回到攤子,她裝作沒看見母親詢問味道頗濃的目光,在母親煮河粉的同時,她小手也忙碌不已,從籃子裏拿出半截外脆內軟的法國麵包、從中橫切開來、挾進新鮮西紅柿、萵苣、雞肉片、火腿和洋蔥等等,幫男人做起他要的越式三明治。

五分鐘后,一碗香氣四溢的牛肉河粉、一份被豐富好料撐得鼓鼓的三明治,連同兩份配菜,全送到客人面前。

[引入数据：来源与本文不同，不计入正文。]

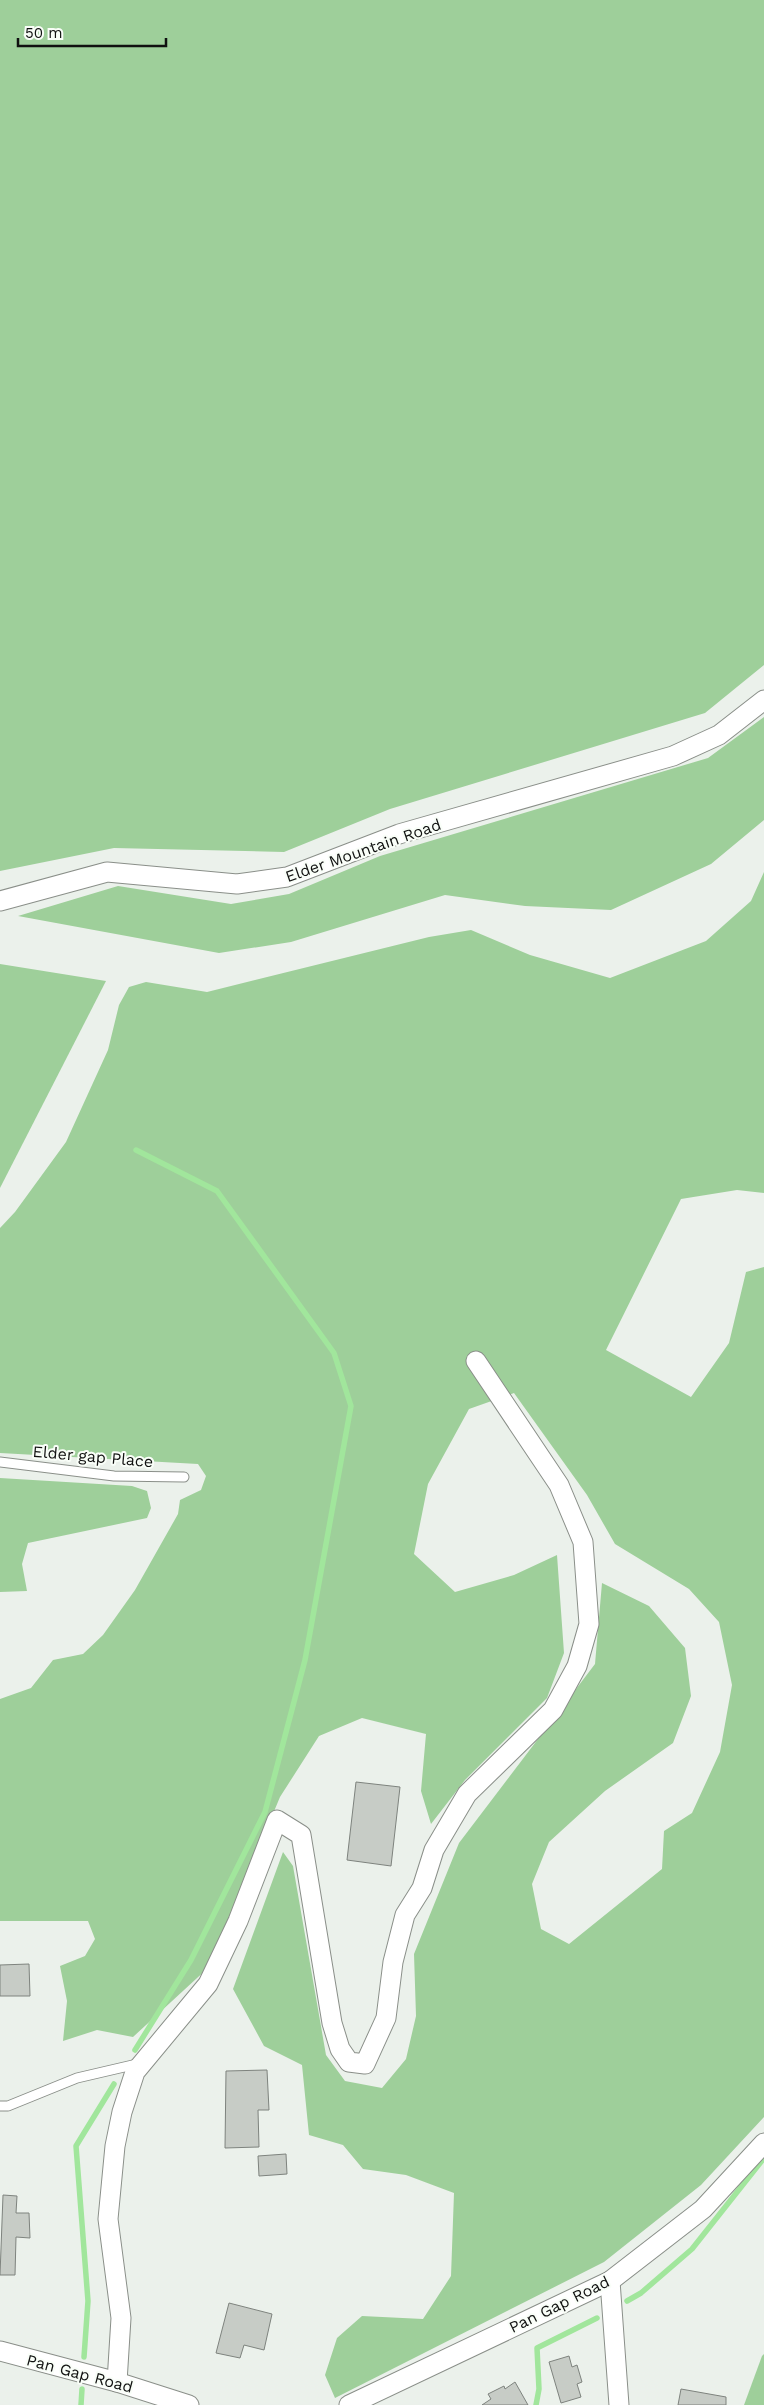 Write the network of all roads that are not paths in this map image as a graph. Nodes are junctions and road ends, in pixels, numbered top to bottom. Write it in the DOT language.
graph roads {
  1 [pos="764,700"];
  2 [pos="0,901"];
  3 [pos="476,1361"];
  4 [pos="0,1462"];
  5 [pos="184,1476"];
  6 [pos="142,2063"];
  7 [pos="0,2106"];
  8 [pos="764,2142"];
  9 [pos="610,2281"];
  10 [pos="0,2351"];
  11 [pos="117,2382"];
  12 [pos="189,2405"];
  13 [pos="349,2405"];
  14 [pos="619,2405"];
  1 -- 2 [label="street, Elder Mountain Road"];
  3 -- 6 [label="street"];
  4 -- 5 [label="lane, Elder gap Place"];
  6 -- 7 [label="lane"];
  6 -- 11 [label="street"];
  8 -- 9 [label="street, Pan Gap Road"];
  9 -- 13 [label="street, Pan Gap Road"];
  9 -- 14 [label="street"];
  10 -- 11 [label="street, Pan Gap Road"];
  11 -- 12 [label="street, Pan Gap Road"];
}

沒再去看男人此時的表情,袁靜菱只管把大托盤裏的食物一樣樣擺上桌。

「請慢用。」

她垂著頸項,嗓音低柔,才轉身要走開,事情就在此刻發生——

原佔據另一張桌子靜靜吃宵夜的粗壯男人,突然在這時候攻擊阮香妹!他起身走向攤子,阮香妹以為客人準備結帳,正笑臉相迎,不料對方突然用力推開她,一把抱走用來放千元大鈔的小鐵盒!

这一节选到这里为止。